The berries were plentiful, but the pickers were few in the 1960s, so the farmers changed to soybeans and other crops that could be harvested by machinery and California took over the plant and strawberry businesses.
The plants and berries were packed in boxes and crates purchased from Enterprise Box Company, located on the banks of the Little Red River in Judsonia and owned by C.A. Figley and J.H. Roth, II.
The company evolved from a factory started by the Cathcart brothers in 1885, when they moved from Bristol, Indiana, bringing with them their crude woodworking machinery.
J.M. and Frank Cathcart had two employees and they found and cut sweet gum logs, loaded them on a log wagon and brought they to the factory behind a yoke of oxen. Additional machinery was purchased and production increased.
The nearby supply of soft hardwood timber and the "ready to work" ethic of the available employees made this place an ideal location for the factory. The growing strawberry acreage provided a ready market and further improvements were made.
C.H. and W.F. Hoag were the next owners and some time in this span of years, the production of the one-quart measure baskets fell behind the demand for them.
They solved this in an unusual manner. The individual farmers purchased foot-operated stitching machines and made their own quarts with thin veneer purchased from the factory. (There were no 40-hour weeks then.) Many quarts were probably made by the light of a "coal oil" lantern.
The next owner, Wilshire Riley, sold the factory to C.A. Figley and J.H. Roth.

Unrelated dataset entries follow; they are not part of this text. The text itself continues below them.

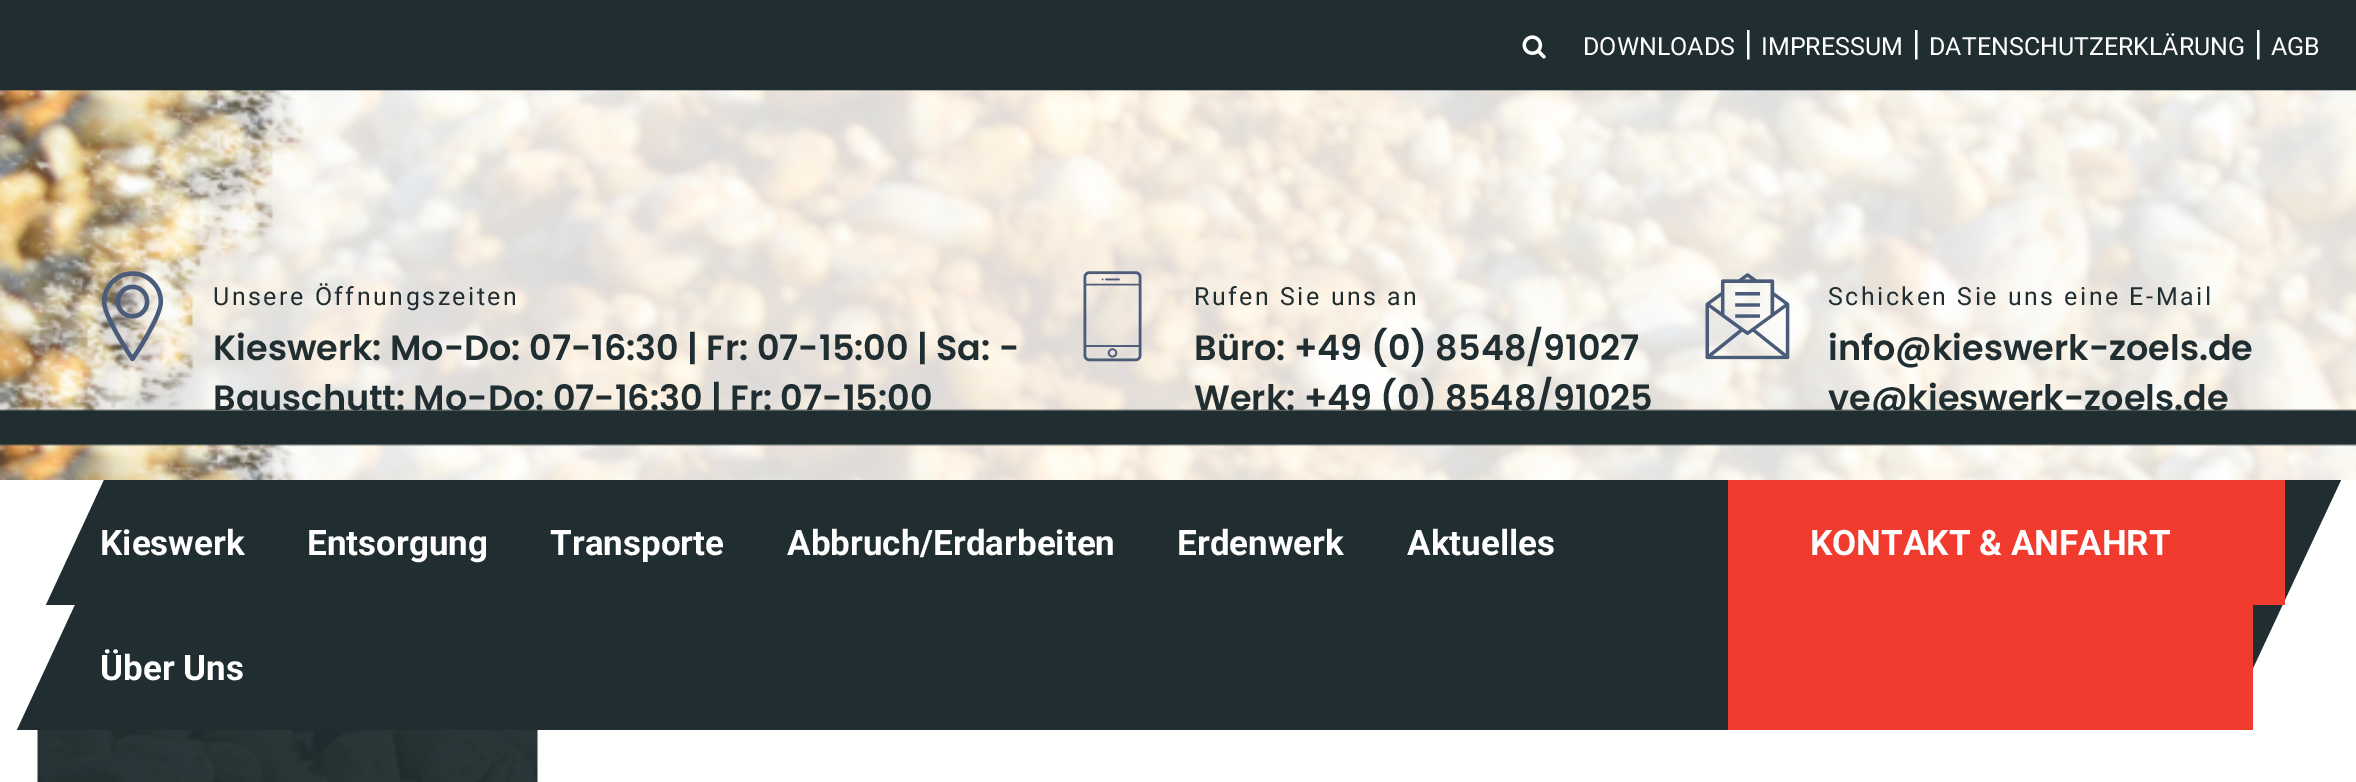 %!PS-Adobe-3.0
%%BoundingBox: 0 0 2356 782
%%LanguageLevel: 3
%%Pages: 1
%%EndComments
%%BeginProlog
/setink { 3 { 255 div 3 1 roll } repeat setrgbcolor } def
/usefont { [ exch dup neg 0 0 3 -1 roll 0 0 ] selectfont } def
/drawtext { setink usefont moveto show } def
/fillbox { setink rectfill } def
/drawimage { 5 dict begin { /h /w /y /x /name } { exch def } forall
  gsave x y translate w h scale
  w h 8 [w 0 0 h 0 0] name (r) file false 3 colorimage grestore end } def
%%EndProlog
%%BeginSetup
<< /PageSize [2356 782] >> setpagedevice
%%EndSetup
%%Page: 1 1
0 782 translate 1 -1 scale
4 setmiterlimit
0 0 2356 782 255 255 255 fillbox
0 0 2356 90 32 46 49 fillbox
(assets/img1.rgb) 1522 35 24 24 drawimage
(DOWNLOADS) 1583 55 /Roboto-Regular 25 255 255 255 drawtext
(|) 1744 55 /Roboto-Regular 35 255 255 255 drawtext
(IMPRESSUM) 1761 55 /Roboto-Regular 25 255 255 255 drawtext
(|) 1912 55 /Roboto-Regular 35 255 255 255 drawtext
(DATENSCHUTZERKLÄRUNG) 1929 55 /Roboto-Regular 25 255 255 255 drawtext
(|) 2254 55 /Roboto-Regular 35 255 255 255 drawtext
(AGB) 2271 55 /Roboto-Regular 25 255 255 255 drawtext
(assets/img2.rgb) 0 90 2356 390 drawimage
(assets/img3.rgb) 101 271 63 91 drawimage
32 46 49 setink
213 305 moveto 2.5 0 (Unsere Öffnungszeiten) ashow
(Kieswerk: Mo-Do: 07-16:30 | Fr: 07-15:00 | Sa: -) 213 360 /Poppins-SemiBold 35 32 46 49 drawtext
(Bauschutt: Mo-Do: 07-16:30 | Fr: 07-15:00) 213 410 /Poppins-SemiBold 35 32 46 49 drawtext
(assets/img4.rgb) 1083 271 59 91 drawimage
/Roboto-Regular 25 usefont
1194 305 moveto 2.5 0 (Rufen Sie uns an) ashow
(Büro: +49 \(0\) 8548/91027) 1194 360 /Poppins-SemiBold 35 32 46 49 drawtext
(Werk: +49 \(0\) 8548/91025) 1194 410 /Poppins-SemiBold 35 32 46 49 drawtext
(assets/img5.rgb) 1705 273 85 87 drawimage
/Roboto-Regular 25 usefont
1828 305 moveto 2.5 0 (Schicken Sie uns eine E-Mail) ashow
(info@kieswerk-zoels.de) 1828 360 /Poppins-SemiBold 35 32 46 49 drawtext
(ve@kieswerk-zoels.de) 1828 410 /Poppins-SemiBold 35 32 46 49 drawtext
133 480 moveto 2341 480 lineto 2224 730 lineto 17 730 lineto closepath fill
104 480 moveto 299 480 lineto 240 605 lineto 46 605 lineto closepath fill
(Kieswerk) 100 555 /Roboto-Bold 35 255 255 255 drawtext
(Entsorgung) 307 555 /Roboto-Bold 35 255 255 255 drawtext
(Transporte) 550 555 /Roboto-Bold 35 255 255 255 drawtext
(Abbruch/Erdarbeiten) 787 555 /Roboto-Bold 35 255 255 255 drawtext
(Erdenwerk) 1177 555 /Roboto-Bold 35 255 255 255 drawtext
(Aktuelles) 1407 555 /Roboto-Bold 35 255 255 255 drawtext
(Über Uns) 100 680 /Roboto-Bold 35 255 255 255 drawtext
1728 480 525 250 241 59 46 fillbox
(KONTAKT & ANFAHRT) 1810 555 /Roboto-Bold 35 255 255 255 drawtext
2253 480 32 125 241 59 46 fillbox
(assets/img6.rgb) 37 730 501 52 drawimage
showpage
%%EOF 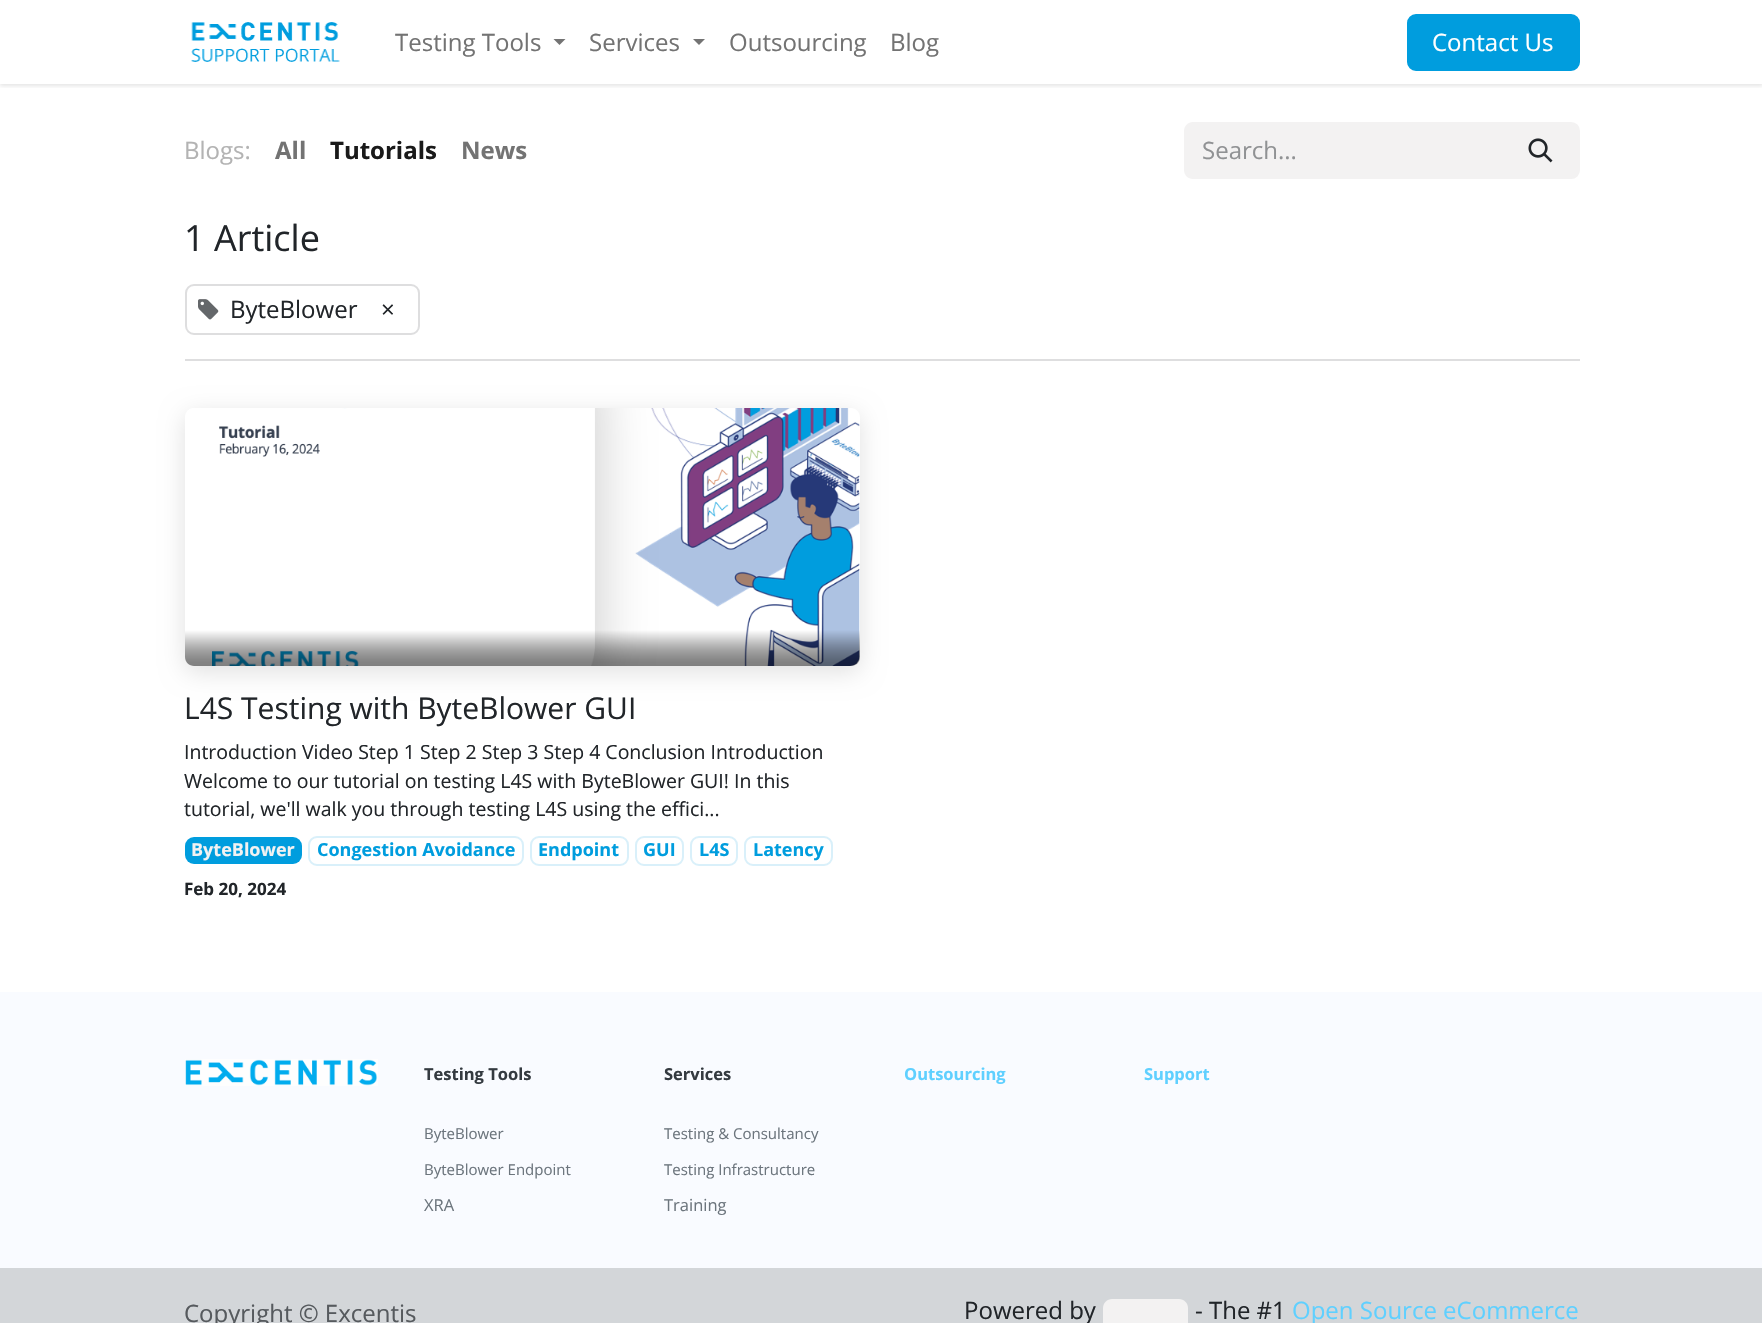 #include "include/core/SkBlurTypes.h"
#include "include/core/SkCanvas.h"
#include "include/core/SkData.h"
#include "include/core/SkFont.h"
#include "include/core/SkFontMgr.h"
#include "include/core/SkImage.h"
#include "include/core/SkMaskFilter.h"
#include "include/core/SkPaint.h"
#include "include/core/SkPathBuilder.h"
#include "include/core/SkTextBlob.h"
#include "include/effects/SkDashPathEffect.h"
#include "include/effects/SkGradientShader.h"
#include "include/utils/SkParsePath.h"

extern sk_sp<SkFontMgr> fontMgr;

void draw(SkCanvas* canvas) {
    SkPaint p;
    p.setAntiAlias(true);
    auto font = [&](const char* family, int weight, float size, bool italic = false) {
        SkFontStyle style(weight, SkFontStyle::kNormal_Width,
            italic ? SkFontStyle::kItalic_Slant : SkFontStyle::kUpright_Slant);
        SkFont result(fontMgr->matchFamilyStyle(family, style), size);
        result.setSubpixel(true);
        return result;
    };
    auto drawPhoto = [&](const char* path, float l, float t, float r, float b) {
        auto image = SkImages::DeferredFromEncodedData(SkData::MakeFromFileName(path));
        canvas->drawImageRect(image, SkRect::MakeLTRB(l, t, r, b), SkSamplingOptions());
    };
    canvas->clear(0xFFFFFFFF);
    canvas->save();
    canvas->clipRect(SkRect::MakeLTRB(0, 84, 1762, 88));
    p.setColor(0x1A000000);
    p.setMaskFilter(SkMaskFilter::MakeBlur(kNormal_SkBlurStyle, 2));
    canvas->drawRect(SkRect::MakeLTRB(0, 2, 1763, 86), p);
    p.setMaskFilter(nullptr);
    canvas->restore();
    drawPhoto("media/1.png", 191, 22, 340, 62);
    auto font1 = font("Open Sans", 400, 24);
    p.setColor(0xFF737373);
    canvas->drawString("Testing Tools", 395, 51, font1, p);
    canvas->drawPath(SkPathBuilder().moveTo(553.5f, 39).lineTo(565.5f, 39).lineTo(559.5f, 45).close().detach(), p);
    canvas->drawString("Services", 589, 51, font1, p);
    canvas->drawPath(SkPathBuilder().moveTo(693, 39).lineTo(705, 39).lineTo(699, 45).close().detach(), p);
    canvas->drawString("Outsourcing", 729, 51, font1, p);
    canvas->drawString("Blog", 890, 51, font1, p);
    p.setColor(0xFF009DDE);
    canvas->drawRoundRect(SkRect::MakeLTRB(1408, 15, 1579, 70), 8, 8, p);
    p.setStyle(SkPaint::kStroke_Style);
    p.setStrokeWidth(2);
    canvas->drawRoundRect(SkRect::MakeLTRB(1408, 15, 1579, 70), 8, 8, p);
    p.setStyle(SkPaint::kFill_Style);
    p.setColor(0xFFFFFFFF);
    canvas->drawString("Contact Us", 1432, 51, font1, p);
    p.setColor(0xFFB3B3B3);
    canvas->drawString("Blogs:", 184, 159, font1, p);
    auto font2 = font("Open Sans", 700, 24);
    p.setColor(0xFF737373);
    canvas->drawString("All", 275, 159, font2, p);
    p.setColor(0xFF1A1A1A);
    canvas->drawString("Tutorials", 330, 159, font2, p);
    p.setColor(0xFF737373);
    canvas->drawString("News", 461, 159, font2, p);
    p.setColor(0xFFF3F2F2);
    canvas->drawPath(SkPathBuilder().moveTo(1193, 122).lineTo(1505, 122).lineTo(1505, 179).lineTo(1193, 179).cubicTo(1188, 179, 1184, 175, 1184, 170).lineTo(1184, 131).cubicTo(1184, 126, 1188, 122, 1193, 122).close().detach(), p);
    p.setColor(0xFF909294);
    canvas->drawString("Search...", 1202, 159, font1, p);
    p.setColor(0xFFF3F2F2);
    canvas->drawPath(SkPathBuilder().moveTo(1504, 123).lineTo(1571, 123).cubicTo(1575.5f, 123, 1579, 126.5f, 1579, 131).lineTo(1579, 170).cubicTo(1579, 174.5f, 1575.5f, 178, 1571, 178).lineTo(1504, 178).close().detach(), p);
    p.setStyle(SkPaint::kStroke_Style);
    canvas->drawPath(SkPathBuilder().moveTo(1504, 123).lineTo(1571, 123).cubicTo(1575.5f, 123, 1579, 126.5f, 1579, 131).lineTo(1579, 170).cubicTo(1579, 174.5f, 1575.5f, 178, 1571, 178).lineTo(1504, 178).close().detach(), p);
    drawPhoto("media/2.png", 1528, 138, 1553, 163);
    auto font3 = font("Open Sans", 400, 36);
    p.setStyle(SkPaint::kFill_Style);
    p.setColor(0xFF212529);
    canvas->drawString("1 Article", 184, 251, font3, p);
    p.setStyle(SkPaint::kStroke_Style);
    p.setColor(0xFFDEDEDF);
    canvas->drawRoundRect(SkRect::MakeLTRB(186, 285, 419, 334), 8, 8, p);
    drawPhoto("media/3.png", 198, 299, 219, 320);
    p.setStyle(SkPaint::kFill_Style);
    p.setColor(0xFF212529);
    canvas->drawString("ByteBlower", 230, 318, font1, p);
    canvas->drawString("×", 381, 318, font1, p);
    p.setColor(0xFFDEDEDF);
    canvas->drawRect(SkRect::MakeLTRB(185, 359, 1580, 361), p);
    canvas->save();
    canvas->clipPath(SkPathBuilder(SkPathFillType::kEvenOdd).moveTo(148, 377).lineTo(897, 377).lineTo(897, 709).lineTo(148, 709).close().moveTo(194, 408).lineTo(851, 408).cubicTo(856, 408, 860, 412, 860, 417).lineTo(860, 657).cubicTo(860, 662, 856, 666, 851, 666).lineTo(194, 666).cubicTo(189, 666, 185, 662, 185, 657).lineTo(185, 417).cubicTo(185, 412, 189, 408, 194, 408).close().detach(), true);
    p.setColor(0x1F000000);
    p.setMaskFilter(SkMaskFilter::MakeBlur(kNormal_SkBlurStyle, 12));
    canvas->drawRoundRect(SkRect::MakeLTRB(185, 414, 860, 672), 9, 9, p);
    p.setMaskFilter(nullptr);
    canvas->restore();
    drawPhoto("media/4.png", 187, 408, 860, 666);
    {
        const SkColor colors[] = {0x00000000, 0x21000000, 0x3B000000, 0x4F000000, 0x5C000000, 0x66000000, 0x6E000000, 0x75000000, 0x7A000000, 0x7D000000, 0x7D000000, 0x80000000, 0x80000000};
        const float stops[] = {0, 0.19f, 0.34f, 0.47f, 0.56f, 0.65f, 0.73f, 0.8f, 0.86f, 0.91f, 0.95f, 0.98f, 1};
        const SkPoint ends[] = {{522, 630}, {522, 666}};
        p.setShader(SkGradientShader::MakeLinear(ends, colors, stops, 13, SkTileMode::kClamp));
        p.setAlpha(255);
    }
    canvas->drawPath(SkPathBuilder().moveTo(185, 630).lineTo(860, 630).lineTo(860, 657).cubicTo(860, 662, 856, 666, 851, 666).lineTo(194, 666).cubicTo(189, 666, 185, 662, 185, 657).close().detach(), p);
    auto font4 = font("Open Sans", 400, 30);
    p.setShader(nullptr);
    p.setColor(0xFF212529);
    canvas->drawString("L4S Testing with ByteBlower GUI", 184, 719, font4, p);
    auto font5 = font("Open Sans", 400, 19.5f);
    {
        const struct { const char* s; float x, y; } items[] = {
            {"Introduction Video Step 1 Step 2 Step 3 Step 4 Conclusion Introduction", 184, 759},
            {"Welcome to our tutorial on testing L4S with ByteBlower GUI! In this", 184, 788},
            {"tutorial, we'll walk you through testing L4S using the effici...", 184, 816},
        };
        for (auto [s, x, y] : items) {
            canvas->drawString(s, x, y, font5, p);
        }
    }
    p.setColor(0xFF009DDE);
    canvas->drawRoundRect(SkRect::MakeLTRB(185, 837, 302, 864), 9, 9, p);
    auto font6 = font("Open Sans", 700, 18);
    p.setColor(0xFFF3F2F2);
    canvas->drawString("ByteBlower", 191, 856, font6, p);
    p.setStyle(SkPaint::kStroke_Style);
    p.setColor(0xFFD9F0FA);
    canvas->drawRoundRect(SkRect::MakeLTRB(309, 837, 523, 865), 8, 8, p);
    p.setStyle(SkPaint::kFill_Style);
    p.setColor(0xFF009DDE);
    canvas->drawString("Congestion Avoidance", 317, 856, font6, p);
    p.setStyle(SkPaint::kStroke_Style);
    p.setColor(0xFFD9F0FA);
    canvas->drawRoundRect(SkRect::MakeLTRB(531, 837, 628, 865), 8, 8, p);
    p.setStyle(SkPaint::kFill_Style);
    p.setColor(0xFF009DDE);
    canvas->drawString("Endpoint", 538, 856, font6, p);
    p.setStyle(SkPaint::kStroke_Style);
    p.setColor(0xFFD9F0FA);
    canvas->drawRoundRect(SkRect::MakeLTRB(636, 837, 683, 865), 8, 8, p);
    p.setStyle(SkPaint::kFill_Style);
    p.setColor(0xFF009DDE);
    canvas->drawString("GUI", 643, 856, font6, p);
    p.setStyle(SkPaint::kStroke_Style);
    p.setColor(0xFFD9F0FA);
    canvas->drawRoundRect(SkRect::MakeLTRB(691, 837, 737, 865), 8, 8, p);
    p.setStyle(SkPaint::kFill_Style);
    p.setColor(0xFF009DDE);
    canvas->drawString("L4S", 699, 856, font6, p);
    p.setStyle(SkPaint::kStroke_Style);
    p.setColor(0xFFD9F0FA);
    canvas->drawRoundRect(SkRect::MakeLTRB(745, 837, 832, 865), 8, 8, p);
    p.setStyle(SkPaint::kFill_Style);
    p.setColor(0xFF009DDE);
    canvas->drawString("Latency", 753, 856, font6, p);
    auto font7 = font("Open Sans", 700, 17);
    p.setColor(0xFF212529);
    canvas->drawString("Feb 20, 2024", 184, 895, font7, p);
    p.setColor(0xFFF9FBFF);
    canvas->drawRect(SkRect::MakeLTRB(0, 992, 1762, 1268), p);
    drawPhoto("media/5.png", 185, 1059, 378, 1086);
    auto font8 = font("Open Sans", 700, 16.5f);
    p.setColor(0xFF343A40);
    canvas->drawString("Testing Tools", 424, 1080, font8, p);
    auto font9 = font("Open Sans", 400, 15);
    p.setColor(0xFF6C757D);
    canvas->drawString("ByteBlower", 424, 1139, font9, p);
    canvas->drawString("ByteBlower Endpoint", 424, 1175, font9, p);
    auto font10 = font("Open Sans", 400, 16.5f);
    canvas->drawString("XRA", 424, 1211, font10, p);
    p.setColor(0xFF343A40);
    canvas->drawString("Services", 664, 1080, font8, p);
    p.setColor(0xFF6C757D);
    canvas->drawString("Testing & Consultancy", 664, 1139, font9, p);
    canvas->drawString("Testing Infrastructure", 664, 1175, font9, p);
    canvas->drawString("Training", 664, 1211, font10, p);
    p.setColor(0xFF5FD0FF);
    canvas->drawString("Outsourcing", 904, 1080, font8, p);
    canvas->drawString("Support", 1144, 1080, font8, p);
    p.setColor(0xFFD3D6D9);
    canvas->drawRect(SkRect::MakeLTRB(0, 1268, 1762, 1323), p);
    p.setColor(0xFF565A5E);
    canvas->drawString("Copyright © Excentis", 184, 1322, font1, p);
    p.setColor(0xFF212529);
    canvas->drawString("Powered by", 964, 1319, font1, p);
    p.setColor(0xFFF3F2F2);
    canvas->drawPath(SkPathBuilder().moveTo(1112, 1299).lineTo(1179, 1299).cubicTo(1184, 1299, 1188, 1303, 1188, 1308).lineTo(1188, 1323).lineTo(1103, 1323).lineTo(1103, 1308).cubicTo(1103, 1303, 1107, 1299, 1112, 1299).close().detach(), p);
    p.setColor(0xFF212529);
    canvas->drawString("- The #1", 1195, 1319, font1, p);
    p.setColor(0xFF5FD0FF);
    canvas->drawString("Open Source eCommerce", 1292, 1319, font1, p);
}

No longer were the quart containers made at home. Twenty female employees worked at stitching machines making what were known as "wood rim quarts." These containers gave way to "metal rim quarts" which were wooden containers with a crimped metal rim. These were purchased in carload lots from a plant in Virginia and shipped by rail.
After 1941, war clouds overshadowed the land and there was no problem selling any kind of product. The factory couldnt keep up with the demand.
On July 4, 1944, the factory burned down to ashes.
Captain Charles A. Figley was with the infantry in Milne Bay, New Guinea. He received a "V" mail letter from his mother. The letter read, "Your father is bearing up well after the fire." It was three weeks of wondering what, where and how before he got the details.
The factory was rebuilt by C.A. Figley Sr. with the assistance of Dale McInturff in a new and more modern form. After a few years of operation, during which the decline in strawberry production was very drastic, the factory was sold in 1968.
The certificate of dissolution of Enterprise Box Company was filed June 19, 1994. But it left its mark on the life and economy of Judsonia. There are still a number of old timers who speak, sometimes fondly, of "the factory."